__Problem requirements__. Omit the images, then repeat the listing exactly.

»»

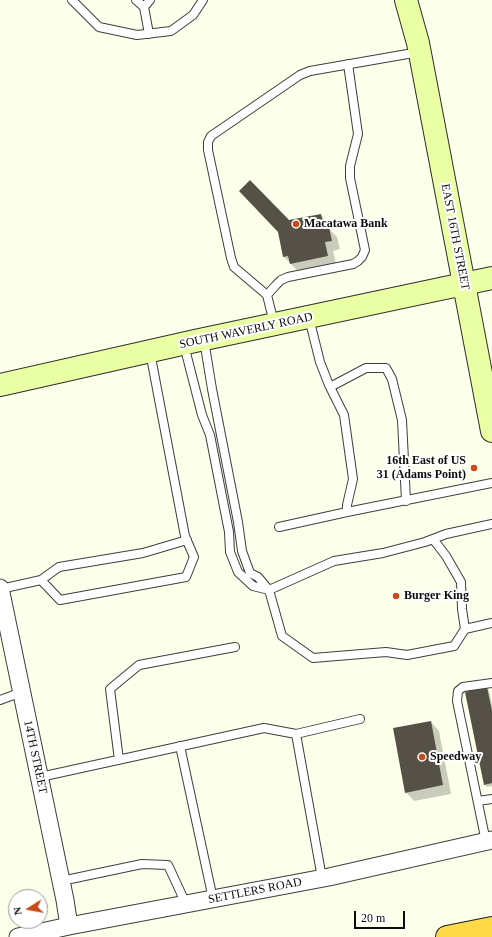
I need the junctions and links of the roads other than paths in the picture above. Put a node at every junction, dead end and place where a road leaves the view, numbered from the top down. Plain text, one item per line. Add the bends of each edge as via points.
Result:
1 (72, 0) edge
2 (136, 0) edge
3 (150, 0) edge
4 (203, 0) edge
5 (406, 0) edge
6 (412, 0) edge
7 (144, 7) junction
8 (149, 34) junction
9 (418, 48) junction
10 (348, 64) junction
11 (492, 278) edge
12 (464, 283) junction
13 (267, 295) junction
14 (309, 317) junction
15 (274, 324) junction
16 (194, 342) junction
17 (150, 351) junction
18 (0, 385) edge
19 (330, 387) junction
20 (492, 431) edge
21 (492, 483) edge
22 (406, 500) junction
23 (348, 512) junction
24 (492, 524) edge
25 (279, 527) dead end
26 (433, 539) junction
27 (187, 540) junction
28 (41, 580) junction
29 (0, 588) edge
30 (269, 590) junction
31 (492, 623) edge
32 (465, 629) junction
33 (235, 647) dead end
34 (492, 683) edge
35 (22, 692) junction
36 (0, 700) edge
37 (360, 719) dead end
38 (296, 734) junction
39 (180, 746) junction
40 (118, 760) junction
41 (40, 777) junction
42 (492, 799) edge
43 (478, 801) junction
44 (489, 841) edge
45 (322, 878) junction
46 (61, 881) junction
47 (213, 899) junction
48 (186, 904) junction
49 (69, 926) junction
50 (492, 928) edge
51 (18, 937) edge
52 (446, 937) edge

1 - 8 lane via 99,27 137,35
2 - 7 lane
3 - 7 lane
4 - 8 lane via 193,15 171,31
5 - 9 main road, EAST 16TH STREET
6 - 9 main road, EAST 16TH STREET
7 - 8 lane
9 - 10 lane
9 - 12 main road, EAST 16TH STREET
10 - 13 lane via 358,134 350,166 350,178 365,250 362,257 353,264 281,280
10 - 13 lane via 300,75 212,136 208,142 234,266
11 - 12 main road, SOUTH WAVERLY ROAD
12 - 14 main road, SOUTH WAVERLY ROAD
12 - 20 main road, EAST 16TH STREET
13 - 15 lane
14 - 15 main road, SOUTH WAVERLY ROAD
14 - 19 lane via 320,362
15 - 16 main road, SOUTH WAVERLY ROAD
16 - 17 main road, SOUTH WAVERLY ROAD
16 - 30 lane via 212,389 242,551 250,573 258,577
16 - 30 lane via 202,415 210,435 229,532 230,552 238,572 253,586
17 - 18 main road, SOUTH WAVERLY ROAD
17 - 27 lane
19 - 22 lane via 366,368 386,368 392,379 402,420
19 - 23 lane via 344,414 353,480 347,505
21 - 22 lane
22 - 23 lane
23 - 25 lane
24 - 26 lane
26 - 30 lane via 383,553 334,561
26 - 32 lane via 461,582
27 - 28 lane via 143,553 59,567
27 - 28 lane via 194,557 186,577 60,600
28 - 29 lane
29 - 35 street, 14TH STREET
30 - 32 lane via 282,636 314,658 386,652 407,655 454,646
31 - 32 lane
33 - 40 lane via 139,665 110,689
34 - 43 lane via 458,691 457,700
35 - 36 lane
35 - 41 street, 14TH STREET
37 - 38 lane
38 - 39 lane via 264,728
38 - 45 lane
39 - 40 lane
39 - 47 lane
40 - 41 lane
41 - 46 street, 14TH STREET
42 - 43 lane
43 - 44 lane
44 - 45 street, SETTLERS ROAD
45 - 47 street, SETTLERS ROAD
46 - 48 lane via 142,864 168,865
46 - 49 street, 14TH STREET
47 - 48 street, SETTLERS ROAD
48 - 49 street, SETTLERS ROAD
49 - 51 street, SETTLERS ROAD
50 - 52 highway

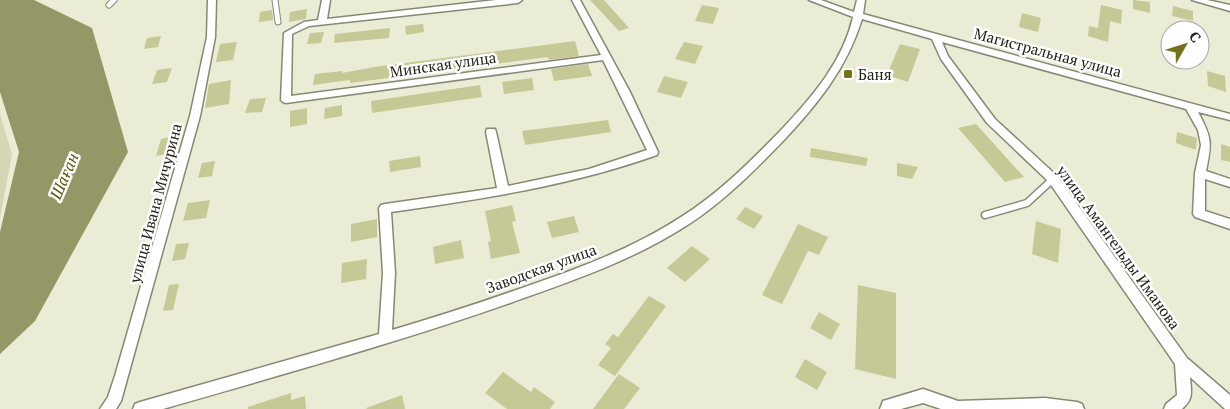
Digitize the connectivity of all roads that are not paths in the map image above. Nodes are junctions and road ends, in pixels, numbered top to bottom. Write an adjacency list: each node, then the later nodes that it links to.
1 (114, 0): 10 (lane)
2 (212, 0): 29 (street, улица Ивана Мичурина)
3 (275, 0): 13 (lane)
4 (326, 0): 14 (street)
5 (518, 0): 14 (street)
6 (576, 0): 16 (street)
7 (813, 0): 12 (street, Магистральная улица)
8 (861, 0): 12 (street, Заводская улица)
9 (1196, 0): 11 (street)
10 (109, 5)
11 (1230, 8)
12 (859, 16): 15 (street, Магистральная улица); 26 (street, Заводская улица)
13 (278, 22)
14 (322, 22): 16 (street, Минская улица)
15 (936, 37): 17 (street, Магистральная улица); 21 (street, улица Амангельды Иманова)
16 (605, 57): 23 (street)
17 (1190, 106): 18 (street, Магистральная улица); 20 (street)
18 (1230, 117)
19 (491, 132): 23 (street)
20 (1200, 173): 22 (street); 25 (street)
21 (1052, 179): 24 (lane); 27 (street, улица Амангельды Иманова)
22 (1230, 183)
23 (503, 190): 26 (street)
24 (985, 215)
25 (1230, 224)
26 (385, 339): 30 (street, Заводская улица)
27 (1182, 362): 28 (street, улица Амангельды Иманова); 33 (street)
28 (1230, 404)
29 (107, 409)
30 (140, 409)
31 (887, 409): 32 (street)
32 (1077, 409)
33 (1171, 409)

««

__Result of the exercise__.
I need the junctions and links of the roads other than paths in the picture above. Put a node at every junction, dead end and place where a road leaves the view, numbered from the top down. Plain text, one item per line. Add the bends of each edge as via points.
Result:
1 (72, 0) edge
2 (136, 0) edge
3 (150, 0) edge
4 (203, 0) edge
5 (406, 0) edge
6 (412, 0) edge
7 (144, 7) junction
8 (149, 34) junction
9 (418, 48) junction
10 (348, 64) junction
11 (492, 278) edge
12 (464, 283) junction
13 (267, 295) junction
14 (309, 317) junction
15 (274, 324) junction
16 (194, 342) junction
17 (150, 351) junction
18 (0, 385) edge
19 (330, 387) junction
20 (492, 431) edge
21 (492, 483) edge
22 (406, 500) junction
23 (348, 512) junction
24 (492, 524) edge
25 (279, 527) dead end
26 (433, 539) junction
27 (187, 540) junction
28 (41, 580) junction
29 (0, 588) edge
30 (269, 590) junction
31 (492, 623) edge
32 (465, 629) junction
33 (235, 647) dead end
34 (492, 683) edge
35 (22, 692) junction
36 (0, 700) edge
37 (360, 719) dead end
38 (296, 734) junction
39 (180, 746) junction
40 (118, 760) junction
41 (40, 777) junction
42 (492, 799) edge
43 (478, 801) junction
44 (489, 841) edge
45 (322, 878) junction
46 (61, 881) junction
47 (213, 899) junction
48 (186, 904) junction
49 (69, 926) junction
50 (492, 928) edge
51 (18, 937) edge
52 (446, 937) edge

1 - 8 lane via 99,27 137,35
2 - 7 lane
3 - 7 lane
4 - 8 lane via 193,15 171,31
5 - 9 main road, EAST 16TH STREET
6 - 9 main road, EAST 16TH STREET
7 - 8 lane
9 - 10 lane
9 - 12 main road, EAST 16TH STREET
10 - 13 lane via 358,134 350,166 350,178 365,250 362,257 353,264 281,280
10 - 13 lane via 300,75 212,136 208,142 234,266
11 - 12 main road, SOUTH WAVERLY ROAD
12 - 14 main road, SOUTH WAVERLY ROAD
12 - 20 main road, EAST 16TH STREET
13 - 15 lane
14 - 15 main road, SOUTH WAVERLY ROAD
14 - 19 lane via 320,362
15 - 16 main road, SOUTH WAVERLY ROAD
16 - 17 main road, SOUTH WAVERLY ROAD
16 - 30 lane via 212,389 242,551 250,573 258,577
16 - 30 lane via 202,415 210,435 229,532 230,552 238,572 253,586
17 - 18 main road, SOUTH WAVERLY ROAD
17 - 27 lane
19 - 22 lane via 366,368 386,368 392,379 402,420
19 - 23 lane via 344,414 353,480 347,505
21 - 22 lane
22 - 23 lane
23 - 25 lane
24 - 26 lane
26 - 30 lane via 383,553 334,561
26 - 32 lane via 461,582
27 - 28 lane via 143,553 59,567
27 - 28 lane via 194,557 186,577 60,600
28 - 29 lane
29 - 35 street, 14TH STREET
30 - 32 lane via 282,636 314,658 386,652 407,655 454,646
31 - 32 lane
33 - 40 lane via 139,665 110,689
34 - 43 lane via 458,691 457,700
35 - 36 lane
35 - 41 street, 14TH STREET
37 - 38 lane
38 - 39 lane via 264,728
38 - 45 lane
39 - 40 lane
39 - 47 lane
40 - 41 lane
41 - 46 street, 14TH STREET
42 - 43 lane
43 - 44 lane
44 - 45 street, SETTLERS ROAD
45 - 47 street, SETTLERS ROAD
46 - 48 lane via 142,864 168,865
46 - 49 street, 14TH STREET
47 - 48 street, SETTLERS ROAD
48 - 49 street, SETTLERS ROAD
49 - 51 street, SETTLERS ROAD
50 - 52 highway

Digitize the connectivity of all roads that are not paths in the map image above. Nodes are junctions and road ends, in pixels, numbered top to bottom. Write an adjacency list: each node, then the later nodes that it links to.
1 (114, 0): 10 (lane)
2 (212, 0): 29 (street, улица Ивана Мичурина)
3 (275, 0): 13 (lane)
4 (326, 0): 14 (street)
5 (518, 0): 14 (street)
6 (576, 0): 16 (street)
7 (813, 0): 12 (street, Магистральная улица)
8 (861, 0): 12 (street, Заводская улица)
9 (1196, 0): 11 (street)
10 (109, 5)
11 (1230, 8)
12 (859, 16): 15 (street, Магистральная улица); 26 (street, Заводская улица)
13 (278, 22)
14 (322, 22): 16 (street, Минская улица)
15 (936, 37): 17 (street, Магистральная улица); 21 (street, улица Амангельды Иманова)
16 (605, 57): 23 (street)
17 (1190, 106): 18 (street, Магистральная улица); 20 (street)
18 (1230, 117)
19 (491, 132): 23 (street)
20 (1200, 173): 22 (street); 25 (street)
21 (1052, 179): 24 (lane); 27 (street, улица Амангельды Иманова)
22 (1230, 183)
23 (503, 190): 26 (street)
24 (985, 215)
25 (1230, 224)
26 (385, 339): 30 (street, Заводская улица)
27 (1182, 362): 28 (street, улица Амангельды Иманова); 33 (street)
28 (1230, 404)
29 (107, 409)
30 (140, 409)
31 (887, 409): 32 (street)
32 (1077, 409)
33 (1171, 409)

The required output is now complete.